==== Extracted records ====
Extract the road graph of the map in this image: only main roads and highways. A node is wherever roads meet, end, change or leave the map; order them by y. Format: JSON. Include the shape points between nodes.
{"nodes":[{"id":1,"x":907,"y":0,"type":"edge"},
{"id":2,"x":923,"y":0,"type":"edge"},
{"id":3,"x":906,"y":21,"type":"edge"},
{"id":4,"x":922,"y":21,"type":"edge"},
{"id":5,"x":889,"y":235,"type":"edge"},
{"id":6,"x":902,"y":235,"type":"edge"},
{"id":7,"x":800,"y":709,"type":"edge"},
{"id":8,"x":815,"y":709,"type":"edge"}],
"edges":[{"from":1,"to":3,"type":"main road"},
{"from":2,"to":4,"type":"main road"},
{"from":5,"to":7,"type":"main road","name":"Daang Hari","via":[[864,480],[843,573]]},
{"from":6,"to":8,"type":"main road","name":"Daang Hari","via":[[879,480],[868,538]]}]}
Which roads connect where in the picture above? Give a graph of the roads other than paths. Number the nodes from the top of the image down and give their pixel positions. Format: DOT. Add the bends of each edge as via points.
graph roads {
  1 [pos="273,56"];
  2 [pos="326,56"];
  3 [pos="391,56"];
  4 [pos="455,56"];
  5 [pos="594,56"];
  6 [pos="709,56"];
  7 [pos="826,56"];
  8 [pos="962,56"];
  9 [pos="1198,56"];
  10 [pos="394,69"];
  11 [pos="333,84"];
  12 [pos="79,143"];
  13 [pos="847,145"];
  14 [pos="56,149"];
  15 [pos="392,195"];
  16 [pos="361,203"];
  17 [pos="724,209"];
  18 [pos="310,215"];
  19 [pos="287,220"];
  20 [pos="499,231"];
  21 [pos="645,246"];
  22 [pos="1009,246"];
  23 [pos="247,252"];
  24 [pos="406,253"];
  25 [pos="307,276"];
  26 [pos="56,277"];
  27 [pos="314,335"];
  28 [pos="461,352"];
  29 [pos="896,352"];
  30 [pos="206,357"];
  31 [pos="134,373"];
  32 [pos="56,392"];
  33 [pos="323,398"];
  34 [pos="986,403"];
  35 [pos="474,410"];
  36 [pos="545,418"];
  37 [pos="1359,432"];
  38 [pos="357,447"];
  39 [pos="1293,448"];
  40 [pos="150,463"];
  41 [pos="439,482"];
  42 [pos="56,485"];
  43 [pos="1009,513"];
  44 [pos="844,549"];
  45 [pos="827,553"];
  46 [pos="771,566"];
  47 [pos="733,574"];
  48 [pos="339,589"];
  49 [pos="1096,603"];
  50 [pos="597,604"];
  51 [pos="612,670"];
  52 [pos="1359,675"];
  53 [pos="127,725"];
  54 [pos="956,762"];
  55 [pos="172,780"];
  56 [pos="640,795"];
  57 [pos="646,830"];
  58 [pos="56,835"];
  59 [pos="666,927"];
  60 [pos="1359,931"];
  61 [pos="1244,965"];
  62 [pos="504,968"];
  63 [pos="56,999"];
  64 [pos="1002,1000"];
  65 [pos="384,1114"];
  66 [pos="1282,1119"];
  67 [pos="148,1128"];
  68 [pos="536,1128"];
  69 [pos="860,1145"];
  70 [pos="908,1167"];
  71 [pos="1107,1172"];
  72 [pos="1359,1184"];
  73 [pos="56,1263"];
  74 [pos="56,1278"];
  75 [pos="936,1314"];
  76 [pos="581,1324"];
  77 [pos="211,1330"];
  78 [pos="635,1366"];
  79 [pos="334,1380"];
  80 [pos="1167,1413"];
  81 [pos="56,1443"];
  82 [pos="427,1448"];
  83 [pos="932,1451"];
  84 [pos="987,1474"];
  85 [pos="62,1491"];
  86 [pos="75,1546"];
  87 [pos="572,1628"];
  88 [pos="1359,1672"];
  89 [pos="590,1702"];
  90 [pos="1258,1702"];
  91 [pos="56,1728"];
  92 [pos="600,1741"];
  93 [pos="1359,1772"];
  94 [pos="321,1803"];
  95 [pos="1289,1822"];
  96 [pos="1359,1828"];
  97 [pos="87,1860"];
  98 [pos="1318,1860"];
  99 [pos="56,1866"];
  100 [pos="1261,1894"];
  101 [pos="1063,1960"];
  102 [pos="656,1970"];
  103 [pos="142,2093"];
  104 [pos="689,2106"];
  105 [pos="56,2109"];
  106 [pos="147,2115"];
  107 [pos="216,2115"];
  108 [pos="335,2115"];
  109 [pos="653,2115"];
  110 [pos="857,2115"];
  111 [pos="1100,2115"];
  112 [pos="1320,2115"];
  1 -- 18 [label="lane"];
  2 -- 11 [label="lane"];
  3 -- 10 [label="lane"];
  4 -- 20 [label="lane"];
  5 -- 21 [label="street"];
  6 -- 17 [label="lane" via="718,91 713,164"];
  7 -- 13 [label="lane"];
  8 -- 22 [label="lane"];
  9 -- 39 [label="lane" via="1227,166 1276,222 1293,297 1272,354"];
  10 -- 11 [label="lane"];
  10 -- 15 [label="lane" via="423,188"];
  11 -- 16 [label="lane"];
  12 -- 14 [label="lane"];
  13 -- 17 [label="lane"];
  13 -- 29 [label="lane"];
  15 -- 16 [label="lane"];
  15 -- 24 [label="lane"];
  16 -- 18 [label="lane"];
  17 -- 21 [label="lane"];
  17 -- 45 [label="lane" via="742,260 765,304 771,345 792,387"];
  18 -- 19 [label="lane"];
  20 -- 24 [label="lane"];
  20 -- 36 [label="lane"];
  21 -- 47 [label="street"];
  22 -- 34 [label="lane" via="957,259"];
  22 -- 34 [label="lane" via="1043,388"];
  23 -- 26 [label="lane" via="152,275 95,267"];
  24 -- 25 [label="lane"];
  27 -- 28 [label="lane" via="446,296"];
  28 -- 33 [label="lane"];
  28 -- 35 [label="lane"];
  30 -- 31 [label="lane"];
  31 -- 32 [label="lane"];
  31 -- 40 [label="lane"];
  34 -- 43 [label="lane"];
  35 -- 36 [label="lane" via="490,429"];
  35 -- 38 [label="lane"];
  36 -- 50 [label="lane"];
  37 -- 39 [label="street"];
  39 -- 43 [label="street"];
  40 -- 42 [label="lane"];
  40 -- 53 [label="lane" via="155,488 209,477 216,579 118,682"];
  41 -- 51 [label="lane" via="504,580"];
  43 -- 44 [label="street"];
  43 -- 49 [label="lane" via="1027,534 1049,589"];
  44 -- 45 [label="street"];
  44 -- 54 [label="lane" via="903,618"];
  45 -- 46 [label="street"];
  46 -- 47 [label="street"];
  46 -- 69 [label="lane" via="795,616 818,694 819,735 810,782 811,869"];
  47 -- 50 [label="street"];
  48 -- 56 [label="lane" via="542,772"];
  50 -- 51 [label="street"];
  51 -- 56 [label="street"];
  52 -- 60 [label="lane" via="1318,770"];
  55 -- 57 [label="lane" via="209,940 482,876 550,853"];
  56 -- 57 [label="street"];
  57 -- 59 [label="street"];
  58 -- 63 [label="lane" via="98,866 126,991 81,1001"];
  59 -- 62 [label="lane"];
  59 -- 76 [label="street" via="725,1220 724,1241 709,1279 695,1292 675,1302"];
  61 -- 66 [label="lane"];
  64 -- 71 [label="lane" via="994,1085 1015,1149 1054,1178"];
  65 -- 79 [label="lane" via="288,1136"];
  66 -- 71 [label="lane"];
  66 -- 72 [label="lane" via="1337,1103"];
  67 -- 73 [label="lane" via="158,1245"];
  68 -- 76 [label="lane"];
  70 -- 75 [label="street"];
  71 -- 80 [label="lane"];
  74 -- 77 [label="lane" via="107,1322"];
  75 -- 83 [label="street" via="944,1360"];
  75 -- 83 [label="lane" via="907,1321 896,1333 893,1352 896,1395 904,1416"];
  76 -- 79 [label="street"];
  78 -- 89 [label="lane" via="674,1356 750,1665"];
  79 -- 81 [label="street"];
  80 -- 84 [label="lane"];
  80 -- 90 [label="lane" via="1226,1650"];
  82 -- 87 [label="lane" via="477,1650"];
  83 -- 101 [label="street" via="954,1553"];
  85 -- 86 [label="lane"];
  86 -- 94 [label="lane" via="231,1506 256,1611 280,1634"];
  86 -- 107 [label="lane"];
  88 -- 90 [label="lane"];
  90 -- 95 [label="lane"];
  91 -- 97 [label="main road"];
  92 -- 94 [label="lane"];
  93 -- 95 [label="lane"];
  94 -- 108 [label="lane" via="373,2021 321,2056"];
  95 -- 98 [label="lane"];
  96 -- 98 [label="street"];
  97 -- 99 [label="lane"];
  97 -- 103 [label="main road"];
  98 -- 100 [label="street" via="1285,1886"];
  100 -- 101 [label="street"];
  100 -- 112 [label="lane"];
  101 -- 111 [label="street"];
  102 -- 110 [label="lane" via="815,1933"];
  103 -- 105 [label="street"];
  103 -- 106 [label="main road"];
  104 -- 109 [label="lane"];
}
====
Gather each line in these records that contains the string "Format".

Extract the road graph of the map in this image: only main roads and highways. A node is wherever roads meet, end, change or leave the map; order them by y. Format: JSON. Include the shape points between nodes.
Which roads connect where in the picture above? Give a graph of the roads other than paths. Number the nodes from the top of the image down and give their pixel positions. Format: DOT. Add the bends of each edge as via points.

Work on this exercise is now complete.